====== EXTRACTED RECORDS ======

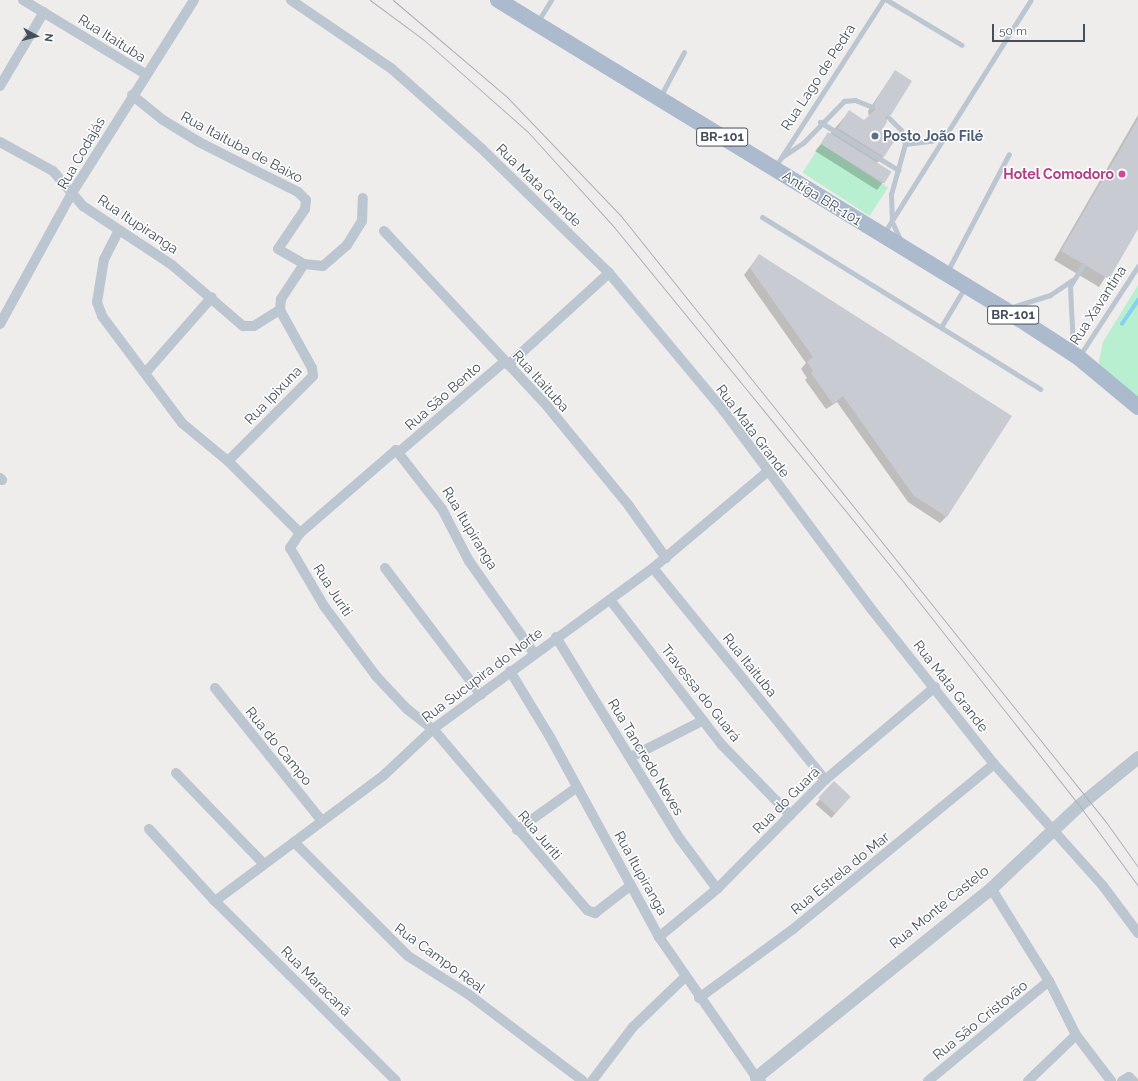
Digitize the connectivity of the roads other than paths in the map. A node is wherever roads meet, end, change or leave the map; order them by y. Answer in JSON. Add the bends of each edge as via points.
{"nodes":[{"id":1,"x":23,"y":0,"type":"edge"},
{"id":2,"x":194,"y":0,"type":"edge"},
{"id":3,"x":291,"y":0,"type":"edge"},
{"id":4,"x":498,"y":0,"type":"edge"},
{"id":5,"x":551,"y":0,"type":"edge"},
{"id":6,"x":883,"y":0,"type":"edge"},
{"id":7,"x":887,"y":0,"type":"edge"},
{"id":8,"x":1031,"y":0,"type":"edge"},
{"id":9,"x":40,"y":7,"type":"edge"},
{"id":10,"x":536,"y":24,"type":"junction"},
{"id":11,"x":962,"y":45,"type":"dead end"},
{"id":12,"x":684,"y":52,"type":"dead end"},
{"id":13,"x":145,"y":74,"type":"junction"},
{"id":14,"x":0,"y":86,"type":"edge"},
{"id":15,"x":132,"y":95,"type":"junction"},
{"id":16,"x":660,"y":98,"type":"junction"},
{"id":17,"x":872,"y":107,"type":"dead end"},
{"id":18,"x":889,"y":118,"type":"dead end"},
{"id":19,"x":820,"y":122,"type":"junction"},
{"id":20,"x":948,"y":133,"type":"junction"},
{"id":21,"x":0,"y":142,"type":"edge"},
{"id":22,"x":905,"y":144,"type":"junction"},
{"id":23,"x":1009,"y":154,"type":"dead end"},
{"id":24,"x":778,"y":163,"type":"junction"},
{"id":25,"x":898,"y":170,"type":"junction"},
{"id":26,"x":72,"y":193,"type":"junction"},
{"id":27,"x":363,"y":198,"type":"dead end"},
{"id":28,"x":762,"y":217,"type":"dead end"},
{"id":29,"x":892,"y":222,"type":"junction"},
{"id":30,"x":119,"y":230,"type":"junction"},
{"id":31,"x":384,"y":231,"type":"dead end"},
{"id":32,"x":883,"y":236,"type":"junction"},
{"id":33,"x":904,"y":249,"type":"junction"},
{"id":34,"x":304,"y":264,"type":"junction"},
{"id":35,"x":1083,"y":265,"type":"dead end"},
{"id":36,"x":1138,"y":266,"type":"edge"},
{"id":37,"x":609,"y":273,"type":"junction"},
{"id":38,"x":946,"y":274,"type":"junction"},
{"id":39,"x":1077,"y":275,"type":"junction"},
{"id":40,"x":965,"y":286,"type":"junction"},
{"id":41,"x":212,"y":297,"type":"junction"},
{"id":42,"x":1004,"y":309,"type":"junction"},
{"id":43,"x":280,"y":310,"type":"junction"},
{"id":44,"x":0,"y":324,"type":"edge"},
{"id":45,"x":941,"y":327,"type":"junction"},
{"id":46,"x":1076,"y":356,"type":"junction"},
{"id":47,"x":507,"y":363,"type":"junction"},
{"id":48,"x":147,"y":371,"type":"junction"},
{"id":49,"x":1040,"y":389,"type":"dead end"},
{"id":50,"x":1138,"y":407,"type":"edge"},
{"id":51,"x":399,"y":452,"type":"junction"},
{"id":52,"x":228,"y":461,"type":"junction"},
{"id":53,"x":767,"y":472,"type":"junction"},
{"id":54,"x":300,"y":533,"type":"junction"},
{"id":55,"x":666,"y":558,"type":"junction"},
{"id":56,"x":385,"y":568,"type":"dead end"},
{"id":57,"x":653,"y":568,"type":"junction"},
{"id":58,"x":610,"y":601,"type":"junction"},
{"id":59,"x":556,"y":637,"type":"junction"},
{"id":60,"x":534,"y":653,"type":"junction"},
{"id":61,"x":510,"y":671,"type":"junction"},
{"id":62,"x":935,"y":686,"type":"junction"},
{"id":63,"x":215,"y":688,"type":"dead end"},
{"id":64,"x":481,"y":695,"type":"junction"},
{"id":65,"x":702,"y":721,"type":"junction"},
{"id":66,"x":433,"y":729,"type":"junction"},
{"id":67,"x":631,"y":757,"type":"junction"},
{"id":68,"x":1138,"y":757,"type":"edge"},
{"id":69,"x":994,"y":764,"type":"junction"},
{"id":70,"x":176,"y":773,"type":"dead end"},
{"id":71,"x":825,"y":780,"type":"junction"},
{"id":72,"x":576,"y":788,"type":"junction"},
{"id":73,"x":790,"y":816,"type":"junction"},
{"id":74,"x":322,"y":821,"type":"junction"},
{"id":75,"x":149,"y":829,"type":"dead end"},
{"id":76,"x":517,"y":830,"type":"junction"},
{"id":77,"x":1052,"y":831,"type":"junction"},
{"id":78,"x":294,"y":842,"type":"junction"},
{"id":79,"x":263,"y":863,"type":"junction"},
{"id":80,"x":630,"y":886,"type":"junction"},
{"id":81,"x":991,"y":888,"type":"junction"},
{"id":82,"x":717,"y":889,"type":"junction"},
{"id":83,"x":216,"y":901,"type":"junction"},
{"id":84,"x":1138,"y":933,"type":"edge"},
{"id":85,"x":659,"y":937,"type":"junction"},
{"id":86,"x":685,"y":977,"type":"junction"},
{"id":87,"x":1049,"y":981,"type":"junction"},
{"id":88,"x":699,"y":998,"type":"junction"},
{"id":89,"x":1076,"y":1035,"type":"junction"},
{"id":90,"x":757,"y":1079,"type":"edge"},
{"id":91,"x":396,"y":1081,"type":"edge"},
{"id":92,"x":583,"y":1081,"type":"edge"},
{"id":93,"x":592,"y":1081,"type":"edge"},
{"id":94,"x":928,"y":1081,"type":"edge"},
{"id":95,"x":1028,"y":1081,"type":"edge"},
{"id":96,"x":1111,"y":1081,"type":"edge"},
{"id":97,"x":1122,"y":1081,"type":"edge"},
{"id":98,"x":1133,"y":1081,"type":"edge"}],
"edges":[{"from":1,"to":9,"type":"street","name":"Rua Itaituba"},
{"from":2,"to":13,"type":"street","name":"Rua Codajás"},
{"from":3,"to":37,"type":"street","name":"Rua Mata Grande","via":[[392,69],[497,163]]},
{"from":4,"to":10,"type":"main road","name":"Antiga BR-101","number":"BR-101"},
{"from":5,"to":10,"type":"lane"},
{"from":6,"to":24,"type":"lane","name":"Rua Lago de Pedra"},
{"from":7,"to":11,"type":"lane"},
{"from":8,"to":20,"type":"lane"},
{"from":9,"to":13,"type":"street","name":"Rua Itaituba"},
{"from":9,"to":14,"type":"street"},
{"from":10,"to":16,"type":"main road","name":"Antiga BR-101","number":"BR-101"},
{"from":12,"to":16,"type":"lane"},
{"from":13,"to":15,"type":"street","name":"Rua Codajás"},
{"from":15,"to":26,"type":"street","name":"Rua Codajás"},
{"from":15,"to":34,"type":"street","name":"Rua Itaituba de Baixo","via":[[192,138],[303,197],[305,209],[279,247],[284,254]]},
{"from":16,"to":24,"type":"main road","name":"Antiga BR-101","number":"BR-101"},
{"from":17,"to":19,"type":"lane","via":[[855,100],[844,101]]},
{"from":18,"to":22,"type":"lane","via":[[901,130]]},
{"from":19,"to":24,"type":"lane","via":[[803,143]]},
{"from":19,"to":25,"type":"lane"},
{"from":20,"to":22,"type":"lane","via":[[931,141]]},
{"from":20,"to":29,"type":"lane"},
{"from":21,"to":26,"type":"street","name":"Rua Itupiranga","via":[[54,171]]},
{"from":22,"to":25,"type":"lane"},
{"from":23,"to":38,"type":"lane"},
{"from":24,"to":32,"type":"main road","name":"Antiga BR-101","number":"BR-101"},
{"from":25,"to":29,"type":"lane","via":[[891,194]]},
{"from":26,"to":30,"type":"street","name":"Rua Itupiranga","via":[[83,206]]},
{"from":26,"to":44,"type":"street","name":"Rua Codajás"},
{"from":27,"to":34,"type":"street","via":[[362,221],[338,256],[324,266]]},
{"from":28,"to":45,"type":"lane"},
{"from":29,"to":32,"type":"lane"},
{"from":29,"to":33,"type":"lane"},
{"from":30,"to":41,"type":"street","name":"Rua Itupiranga"},
{"from":30,"to":48,"type":"street","via":[[105,251],[97,302],[121,344]]},
{"from":31,"to":47,"type":"street","name":"Rua Itaituba"},
{"from":32,"to":33,"type":"main road","name":"Antiga BR-101","number":"BR-101"},
{"from":33,"to":38,"type":"main road","name":"Antiga BR-101","number":"BR-101"},
{"from":34,"to":43,"type":"street","via":[[281,299]]},
{"from":35,"to":39,"type":"lane"},
{"from":36,"to":46,"type":"lane","name":"Rua Xavantina"},
{"from":37,"to":47,"type":"street","name":"Rua São Bento"},
{"from":37,"to":53,"type":"street","name":"Rua Mata Grande","via":[[723,410]]},
{"from":38,"to":40,"type":"main road","name":"Antiga BR-101","number":"BR-101"},
{"from":39,"to":42,"type":"lane","via":[[1050,294]]},
{"from":39,"to":46,"type":"lane","via":[[1069,294]]},
{"from":40,"to":42,"type":"main road","name":"Antiga BR-101","number":"BR-101"},
{"from":40,"to":45,"type":"lane"},
{"from":41,"to":43,"type":"street","name":"Rua Itupiranga","via":[[245,327],[260,322]]},
{"from":41,"to":48,"type":"street"},
{"from":42,"to":46,"type":"main road","name":"Antiga BR-101","number":"BR-101"},
{"from":43,"to":52,"type":"street","name":"Rua Ipixuna","via":[[313,376]]},
{"from":45,"to":49,"type":"lane"},
{"from":46,"to":50,"type":"main road","name":"Antiga BR-101","number":"BR-101"},
{"from":47,"to":51,"type":"street","name":"Rua São Bento"},
{"from":47,"to":55,"type":"street","name":"Rua Itaituba","via":[[629,506]]},
{"from":48,"to":52,"type":"street","via":[[182,423]]},
{"from":51,"to":54,"type":"street","name":"Rua São Bento","via":[[390,452]]},
{"from":51,"to":60,"type":"street","name":"Rua Itupiranga","via":[[442,509],[469,561]]},
{"from":52,"to":54,"type":"street"},
{"from":53,"to":55,"type":"street","name":"Rua Sucupira do Norte"},
{"from":53,"to":62,"type":"street","name":"Rua Mata Grande"},
{"from":54,"to":66,"type":"street","name":"Rua Juriti","via":[[290,548],[324,606],[388,690]]},
{"from":55,"to":57,"type":"street","name":"Rua Sucupira do Norte"},
{"from":56,"to":64,"type":"street"},
{"from":57,"to":58,"type":"street","name":"Rua Sucupira do Norte"},
{"from":57,"to":71,"type":"street","name":"Rua Itaituba"},
{"from":58,"to":59,"type":"street","name":"Rua Sucupira do Norte"},
{"from":58,"to":65,"type":"street","name":"Travessa do Guará"},
{"from":59,"to":60,"type":"street","name":"Rua Sucupira do Norte"},
{"from":59,"to":67,"type":"street","name":"Rua Tancredo Neves"},
{"from":60,"to":61,"type":"street","name":"Rua Sucupira do Norte"},
{"from":61,"to":64,"type":"street","name":"Rua Sucupira do Norte"},
{"from":61,"to":72,"type":"street","name":"Rua Itupiranga"},
{"from":62,"to":69,"type":"street","name":"Rua Mata Grande"},
{"from":62,"to":71,"type":"street","name":"Rua do Guará"},
{"from":63,"to":74,"type":"street","name":"Rua do Campo"},
{"from":64,"to":66,"type":"street","name":"Rua Sucupira do Norte"},
{"from":65,"to":67,"type":"street"},
{"from":65,"to":73,"type":"street","name":"Travessa do Guará"},
{"from":66,"to":74,"type":"street","name":"Rua Sucupira do Norte","via":[[394,766]]},
{"from":66,"to":76,"type":"street","name":"Rua Juriti"},
{"from":67,"to":82,"type":"street","name":"Rua Tancredo Neves","via":[[680,839]]},
{"from":68,"to":77,"type":"street","name":"Rua Monte Castelo"},
{"from":69,"to":77,"type":"street","name":"Rua Mata Grande"},
{"from":69,"to":88,"type":"street","name":"Rua Estrela do Mar","via":[[792,930]]},
{"from":70,"to":79,"type":"street"},
{"from":71,"to":73,"type":"street","name":"Rua do Guará"},
{"from":72,"to":76,"type":"street"},
{"from":72,"to":80,"type":"street","name":"Rua Itupiranga"},
{"from":73,"to":82,"type":"street","name":"Rua do Guará"},
{"from":74,"to":78,"type":"street","name":"Rua Sucupira do Norte"},
{"from":75,"to":83,"type":"street","name":"Rua Maracanã"},
{"from":76,"to":80,"type":"street","name":"Rua Juriti","via":[[589,912],[594,913]]},
{"from":77,"to":81,"type":"street","name":"Rua Monte Castelo"},
{"from":77,"to":84,"type":"street","name":"Rua Mata Grande","via":[[1104,886]]},
{"from":78,"to":79,"type":"street","name":"Rua Sucupira do Norte"},
{"from":78,"to":92,"type":"street","name":"Rua Campo Real","via":[[408,956],[468,994]]},
{"from":79,"to":83,"type":"street","name":"Rua Sucupira do Norte"},
{"from":80,"to":85,"type":"street","name":"Rua Itupiranga"},
{"from":81,"to":87,"type":"street","name":"Rua São Cristovão"},
{"from":81,"to":90,"type":"street","name":"Rua Monte Castelo"},
{"from":82,"to":85,"type":"street","name":"Rua do Guará"},
{"from":83,"to":91,"type":"street","name":"Rua Maracanã"},
{"from":85,"to":86,"type":"street","name":"Rua Itupiranga"},
{"from":86,"to":88,"type":"street","name":"Rua Itupiranga"},
{"from":86,"to":93,"type":"street","via":[[633,1027]]},
{"from":87,"to":89,"type":"street","name":"Rua São Cristovão"},
{"from":87,"to":94,"type":"street","name":"Rua São Cristovão"},
{"from":88,"to":90,"type":"street","name":"Rua Itupiranga"},
{"from":89,"to":95,"type":"street"},
{"from":89,"to":96,"type":"street","name":"Rua São Cristovão"},
{"from":97,"to":98,"type":"street","via":[[1128,1077]]}]}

======

- _EXERCISE_: Every line in the data above that contains "Grande" needs to be copied.

- _RESPONSE_:
{"from":3,"to":37,"type":"street","name":"Rua Mata Grande","via":[[392,69],[497,163]]},
{"from":37,"to":53,"type":"street","name":"Rua Mata Grande","via":[[723,410]]},
{"from":53,"to":62,"type":"street","name":"Rua Mata Grande"},
{"from":62,"to":69,"type":"street","name":"Rua Mata Grande"},
{"from":69,"to":77,"type":"street","name":"Rua Mata Grande"},
{"from":77,"to":84,"type":"street","name":"Rua Mata Grande","via":[[1104,886]]},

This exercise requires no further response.